Scudo answered 4/8, 2008 at 15:26 Comment(1)
What about if Database size is greater than 7 GB. In that fact the Time limit is not effected?Thermoplastic
S
114

In general this is a very subtle issue and not trivial whatsoever. I encourage you to read mysqlperformanceblog.com and High Performance MySQL. I really think there is no general answer for this.

I'm working on a project which has a MySQL database with almost 1TB of data. The most important scalability factor is RAM. If the indexes of your tables fit into memory and your queries are highly optimized, you can serve a reasonable amount of requests with a average machine.

The number of records do matter, depending of how your tables look like. It's a difference to have a lot of varchar fields or only a couple of ints or longs.

The physical size of the database matters as well: think of backups, for instance. Depending on your engine, your physical db files on grow, but don't shrink, for instance with innodb. So deleting a lot of rows, doesn't help to shrink your physical files.

There's a lot to this issues and as in a lot of cases the devil is in the details.

Standoff answered 4/8, 2008 at 18:44 Comment(0)
L
50

The database size does matter. If you have more than one table with more than a million records, then performance starts indeed to degrade. The number of records does of course affect the performance: MySQL can be slow with large tables. If you hit one million records you will get performance problems if the indices are not set right (for example no indices for fields in "WHERE statements" or "ON conditions" in joins). If you hit 10 million records, you will start to get performance problems even if you have all your indices right. Hardware upgrades - adding more memory and more processor power, especially memory - often help to reduce the most severe problems by increasing the performance again, at least to a certain degree. For example 37 signals went from 32 GB RAM to 128GB of RAM for the Basecamp database server.

Libertine answered 26/1, 2012 at 10:33 Comment(0)
V
38

I'm currently managing a MySQL database on Amazon's cloud infrastructure that has grown to 160 GB. Query performance is fine. What has become a nightmare is backups, restores, adding slaves, or anything else that deals with the whole dataset, or even DDL on large tables. Getting a clean import of a dump file has become problematic. In order to make the process stable enough to automate, various choices needed to be made to prioritize stability over performance. If we ever had to recover from a disaster using a SQL backup, we'd be down for days.

Horizontally scaling SQL is also pretty painful, and in most cases leads to using it in ways you probably did not intend when you chose to put your data in SQL in the first place.

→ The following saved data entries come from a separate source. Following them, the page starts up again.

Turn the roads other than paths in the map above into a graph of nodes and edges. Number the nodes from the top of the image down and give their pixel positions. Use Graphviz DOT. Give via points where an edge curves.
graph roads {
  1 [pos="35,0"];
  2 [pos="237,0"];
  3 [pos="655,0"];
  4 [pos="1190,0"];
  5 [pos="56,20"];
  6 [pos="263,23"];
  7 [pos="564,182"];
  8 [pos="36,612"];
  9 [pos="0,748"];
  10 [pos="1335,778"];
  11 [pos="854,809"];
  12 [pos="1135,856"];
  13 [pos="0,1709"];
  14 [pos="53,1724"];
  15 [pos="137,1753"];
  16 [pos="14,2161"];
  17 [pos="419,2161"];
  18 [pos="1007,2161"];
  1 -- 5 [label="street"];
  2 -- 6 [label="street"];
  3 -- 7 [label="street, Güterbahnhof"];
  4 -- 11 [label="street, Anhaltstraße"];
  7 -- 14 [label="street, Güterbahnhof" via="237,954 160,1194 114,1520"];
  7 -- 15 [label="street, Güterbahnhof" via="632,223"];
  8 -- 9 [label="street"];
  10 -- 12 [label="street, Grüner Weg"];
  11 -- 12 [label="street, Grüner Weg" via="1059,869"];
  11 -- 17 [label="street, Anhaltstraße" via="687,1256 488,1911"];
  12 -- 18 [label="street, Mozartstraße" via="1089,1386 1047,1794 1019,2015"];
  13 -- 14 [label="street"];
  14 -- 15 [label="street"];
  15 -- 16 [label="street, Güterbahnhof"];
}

Shards, read slaves, multi-master, et al, they are all really shitty solutions that add complexity to everything you ever do with the DB, and not one of them solves the problem; only mitigates it in some ways. I would strongly suggest looking at moving some of your data out of MySQL (or really any SQL) when you start approaching a dataset of a size where these types of things become an issue.

Update: a few years later, and our dataset has grown to about 800 GiB. In addition, we have a single table which is 200+ GiB and a few others in the 50-100 GiB range. Everything I said before holds. It still performs just fine, but the problems of running full dataset operations have become worse.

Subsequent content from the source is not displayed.